* Work task *
Print all the records below, word for word and in full.

Dataset below:

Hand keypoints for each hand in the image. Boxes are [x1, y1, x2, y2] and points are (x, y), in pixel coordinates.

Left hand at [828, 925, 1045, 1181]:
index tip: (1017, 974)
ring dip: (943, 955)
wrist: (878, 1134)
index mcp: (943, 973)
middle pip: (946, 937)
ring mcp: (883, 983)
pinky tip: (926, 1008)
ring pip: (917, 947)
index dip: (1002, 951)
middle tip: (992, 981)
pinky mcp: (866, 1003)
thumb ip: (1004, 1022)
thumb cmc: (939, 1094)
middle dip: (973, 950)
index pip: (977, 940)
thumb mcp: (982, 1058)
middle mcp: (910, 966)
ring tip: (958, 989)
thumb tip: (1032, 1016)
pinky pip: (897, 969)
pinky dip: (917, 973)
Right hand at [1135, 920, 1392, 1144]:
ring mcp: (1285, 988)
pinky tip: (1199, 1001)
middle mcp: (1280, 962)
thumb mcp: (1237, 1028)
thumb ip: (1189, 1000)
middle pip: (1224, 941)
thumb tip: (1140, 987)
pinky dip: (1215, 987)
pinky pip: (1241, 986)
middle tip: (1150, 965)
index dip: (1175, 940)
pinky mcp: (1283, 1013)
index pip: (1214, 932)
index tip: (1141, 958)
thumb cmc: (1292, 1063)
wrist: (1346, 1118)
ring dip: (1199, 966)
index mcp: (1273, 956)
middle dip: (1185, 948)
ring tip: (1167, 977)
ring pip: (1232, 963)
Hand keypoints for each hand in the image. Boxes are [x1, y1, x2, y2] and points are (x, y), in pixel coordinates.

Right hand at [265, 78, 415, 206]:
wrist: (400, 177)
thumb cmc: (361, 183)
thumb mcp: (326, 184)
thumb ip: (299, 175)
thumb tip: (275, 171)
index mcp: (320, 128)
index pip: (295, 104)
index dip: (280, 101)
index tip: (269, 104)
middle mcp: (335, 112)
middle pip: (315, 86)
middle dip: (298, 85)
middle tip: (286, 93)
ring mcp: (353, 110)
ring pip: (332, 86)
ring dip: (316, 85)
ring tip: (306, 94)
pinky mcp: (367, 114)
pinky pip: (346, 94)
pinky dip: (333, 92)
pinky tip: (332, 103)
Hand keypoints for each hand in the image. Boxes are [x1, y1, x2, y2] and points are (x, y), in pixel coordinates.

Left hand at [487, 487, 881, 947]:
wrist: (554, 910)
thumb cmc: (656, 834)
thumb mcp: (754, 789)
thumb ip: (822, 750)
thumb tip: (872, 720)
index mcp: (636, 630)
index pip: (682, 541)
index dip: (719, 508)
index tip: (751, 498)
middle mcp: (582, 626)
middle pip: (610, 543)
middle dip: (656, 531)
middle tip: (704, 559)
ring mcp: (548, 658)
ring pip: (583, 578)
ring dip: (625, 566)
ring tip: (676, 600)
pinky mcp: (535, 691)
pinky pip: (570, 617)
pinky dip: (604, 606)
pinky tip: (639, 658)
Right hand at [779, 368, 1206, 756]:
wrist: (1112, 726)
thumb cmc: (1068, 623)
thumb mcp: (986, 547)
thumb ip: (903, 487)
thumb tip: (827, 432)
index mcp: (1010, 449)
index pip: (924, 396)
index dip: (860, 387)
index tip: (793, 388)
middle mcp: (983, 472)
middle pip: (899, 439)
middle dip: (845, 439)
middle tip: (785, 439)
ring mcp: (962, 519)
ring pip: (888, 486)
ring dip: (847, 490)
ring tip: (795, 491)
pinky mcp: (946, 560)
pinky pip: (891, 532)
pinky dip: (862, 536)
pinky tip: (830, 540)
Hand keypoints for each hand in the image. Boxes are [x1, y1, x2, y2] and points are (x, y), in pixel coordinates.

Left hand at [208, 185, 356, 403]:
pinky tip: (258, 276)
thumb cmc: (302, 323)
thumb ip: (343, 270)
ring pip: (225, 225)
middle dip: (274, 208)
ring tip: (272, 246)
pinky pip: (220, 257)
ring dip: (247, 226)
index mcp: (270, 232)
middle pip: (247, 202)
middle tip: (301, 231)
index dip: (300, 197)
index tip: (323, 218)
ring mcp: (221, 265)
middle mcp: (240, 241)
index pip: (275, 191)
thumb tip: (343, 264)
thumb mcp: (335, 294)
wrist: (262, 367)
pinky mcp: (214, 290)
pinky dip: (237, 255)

End of Dataset.

* Finished task *
Hand keypoints for each hand in the image. Boxes are [x1, y1, x2, y2] and points are (x, y), in pixel coordinates.

Left hand at [828, 925, 1045, 1181]:
index tip: (1017, 974)
ring dip: (943, 955)
wrist: (878, 1134)
index mcp: (943, 973)
middle pip: (946, 937)
ring mcp: (883, 983)
pinky tip: (926, 1008)
ring pip: (917, 947)
index dip: (1002, 951)
middle tip: (992, 981)
pinky mcp: (866, 1003)
thumb ip: (1004, 1022)
thumb cmc: (939, 1094)
middle dip: (973, 950)
index pip: (977, 940)
thumb mcp: (982, 1058)
middle mcp: (910, 966)
ring tip: (958, 989)
thumb tip: (1032, 1016)
pinky pip: (897, 969)
pinky dip: (917, 973)
Right hand at [1135, 920, 1392, 1144]:
ring mcp: (1285, 988)
pinky tip: (1199, 1001)
middle mcp: (1280, 962)
thumb mcp: (1237, 1028)
thumb ip: (1189, 1000)
middle pip: (1224, 941)
thumb tip: (1140, 987)
pinky dip: (1215, 987)
pinky pip: (1241, 986)
middle tip: (1150, 965)
index dip: (1175, 940)
pinky mcp: (1283, 1013)
index pip: (1214, 932)
index tip: (1141, 958)
thumb cmc: (1292, 1063)
wrist: (1346, 1118)
ring dip: (1199, 966)
index mcp: (1273, 956)
middle dip: (1185, 948)
ring tip: (1167, 977)
ring pip: (1232, 963)
Hand keypoints for each hand in the image. Boxes are [x1, y1, x2, y2] and points are (x, y), in pixel coordinates.

Right hand at [265, 78, 415, 206]:
wrist: (400, 177)
thumb cmc: (361, 183)
thumb mcp: (326, 184)
thumb ip: (299, 175)
thumb tip: (275, 171)
index mcp: (320, 128)
index pip: (295, 104)
index dip: (280, 101)
index tip: (269, 104)
middle mcp: (335, 112)
middle pip: (315, 86)
middle dip: (298, 85)
middle tip: (286, 93)
ring mcp: (353, 110)
ring pip: (332, 86)
ring dip: (316, 85)
ring tip: (306, 94)
pinky mcp: (367, 114)
pinky pip: (346, 94)
pinky dip: (333, 92)
pinky tip: (332, 103)
Hand keypoints for each hand in the image. Boxes are [x1, y1, x2, y2] and points are (x, y), in pixel coordinates.

Left hand at [487, 487, 881, 947]:
wrist: (554, 910)
thumb cmc: (656, 834)
thumb mcp: (754, 789)
thumb ip: (822, 750)
thumb tip: (872, 720)
index mcp: (636, 630)
index pip: (682, 541)
index dip: (719, 508)
index tip: (751, 498)
middle mcp: (582, 626)
middle pip: (610, 543)
middle dip: (656, 531)
middle tip: (704, 559)
ring mcp: (548, 658)
ring pip: (583, 578)
ring dip: (625, 566)
ring tip: (676, 600)
pinky mcp: (535, 691)
pinky pip: (570, 617)
pinky dip: (604, 606)
pinky tip: (639, 658)
Right hand at [779, 368, 1206, 756]:
wrist: (1112, 726)
thumb cmc: (1068, 623)
thumb mcp: (986, 547)
thumb ip: (903, 487)
thumb tip: (827, 432)
index mcp: (1010, 449)
index pip: (924, 396)
index dip: (860, 387)
index tip: (793, 388)
middle mcp: (983, 472)
middle pip: (899, 439)
middle dip: (845, 439)
middle tip: (785, 439)
ring mcp: (962, 519)
ring pip: (888, 486)
ring dip: (847, 490)
ring tip: (795, 491)
pinky mcp: (946, 560)
pinky pip: (891, 532)
pinky dip: (862, 536)
pinky tip: (830, 540)
Hand keypoints for each hand in the image. Boxes are [x1, y1, x2, y2] and points are (x, y), in pixel coordinates.

Left hand at [208, 185, 356, 403]:
pinky tip: (258, 276)
thumb cmc: (302, 323)
thumb ip: (343, 270)
ring pip: (225, 225)
middle dip: (274, 208)
ring tip: (272, 246)
pinky pip: (220, 257)
ring dip: (247, 226)
index mcp: (270, 232)
middle pip: (247, 202)
middle tip: (301, 231)
index dip: (300, 197)
index tip: (323, 218)
ring mcp: (221, 265)
middle mcp: (240, 241)
index pip: (275, 191)
thumb tip: (343, 264)
thumb mcp: (335, 294)
wrist: (262, 367)
pinky mcp: (214, 290)
pinky dip: (237, 255)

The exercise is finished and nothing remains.